Work task:
Where "nodes" appears in a line of the entries below, that line should be copied.

Data for this task:

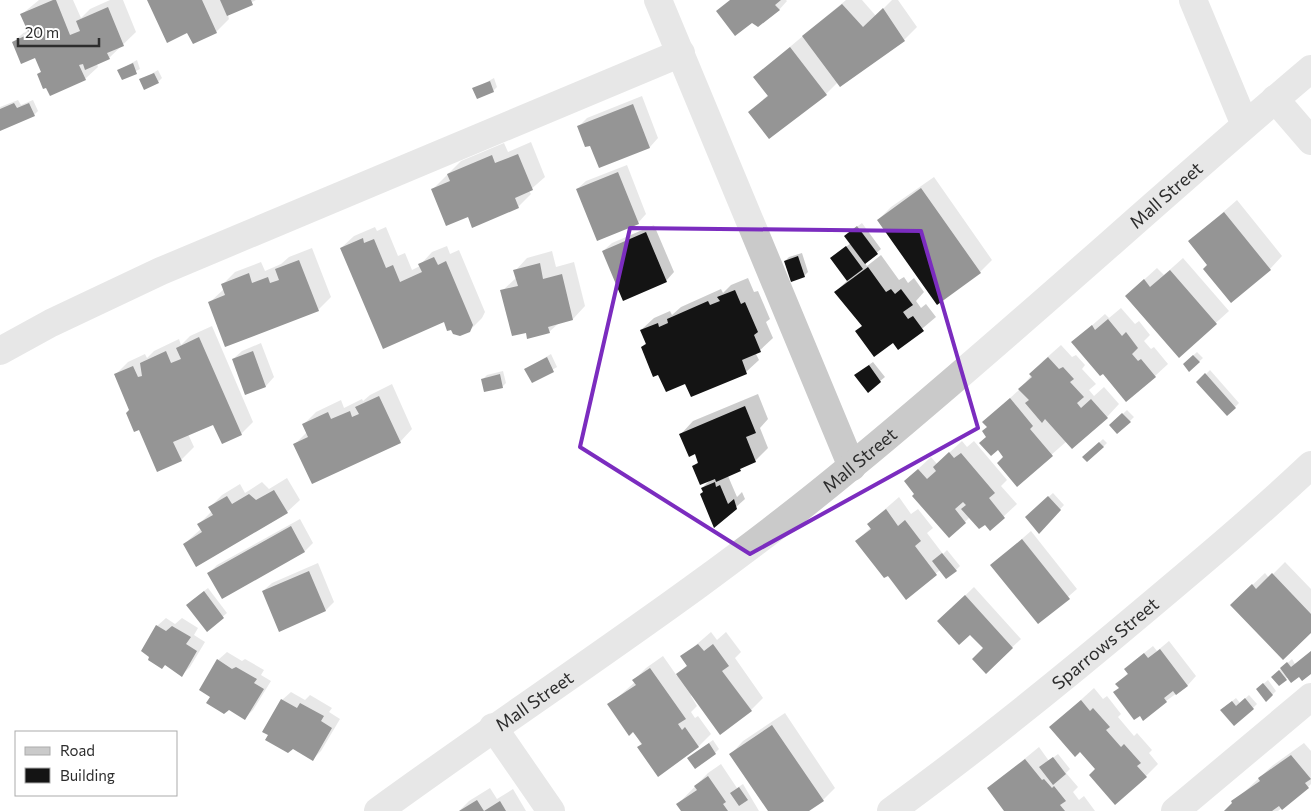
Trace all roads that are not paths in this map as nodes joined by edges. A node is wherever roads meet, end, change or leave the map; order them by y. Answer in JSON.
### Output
{"nodes":[{"id":1,"x":658,"y":0,"type":"edge"},
{"id":2,"x":1192,"y":0,"type":"edge"},
{"id":3,"x":681,"y":53,"type":"junction"},
{"id":4,"x":1311,"y":69,"type":"edge"},
{"id":5,"x":1275,"y":99,"type":"junction"},
{"id":6,"x":1245,"y":125,"type":"junction"},
{"id":7,"x":1311,"y":141,"type":"edge"},
{"id":8,"x":0,"y":351,"type":"edge"},
{"id":9,"x":1311,"y":465,"type":"edge"},
{"id":10,"x":852,"y":467,"type":"junction"},
{"id":11,"x":1306,"y":712,"type":"edge"},
{"id":12,"x":494,"y":727,"type":"junction"},
{"id":13,"x":378,"y":811,"type":"edge"},
{"id":14,"x":551,"y":811,"type":"edge"},
{"id":15,"x":891,"y":811,"type":"edge"},
{"id":16,"x":1175,"y":811,"type":"edge"}],
"edges":[{"from":1,"to":3,"type":"street"},
{"from":2,"to":6,"type":"street"},
{"from":3,"to":8,"type":"street"},
{"from":3,"to":10,"type":"street"},
{"from":4,"to":5,"type":"street","name":"Mall Street"},
{"from":5,"to":6,"type":"street","name":"Mall Street"},
{"from":5,"to":7,"type":"street"},
{"from":6,"to":10,"type":"street","name":"Mall Street"},
{"from":9,"to":15,"type":"street","name":"Sparrows Street"},
{"from":10,"to":12,"type":"street","name":"Mall Street"},
{"from":11,"to":16,"type":"street"},
{"from":12,"to":13,"type":"street","name":"Mall Street"},
{"from":12,"to":14,"type":"street"}]}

Your solution:
Trace all roads that are not paths in this map as nodes joined by edges. A node is wherever roads meet, end, change or leave the map; order them by y. Answer in JSON.
{"nodes":[{"id":1,"x":658,"y":0,"type":"edge"},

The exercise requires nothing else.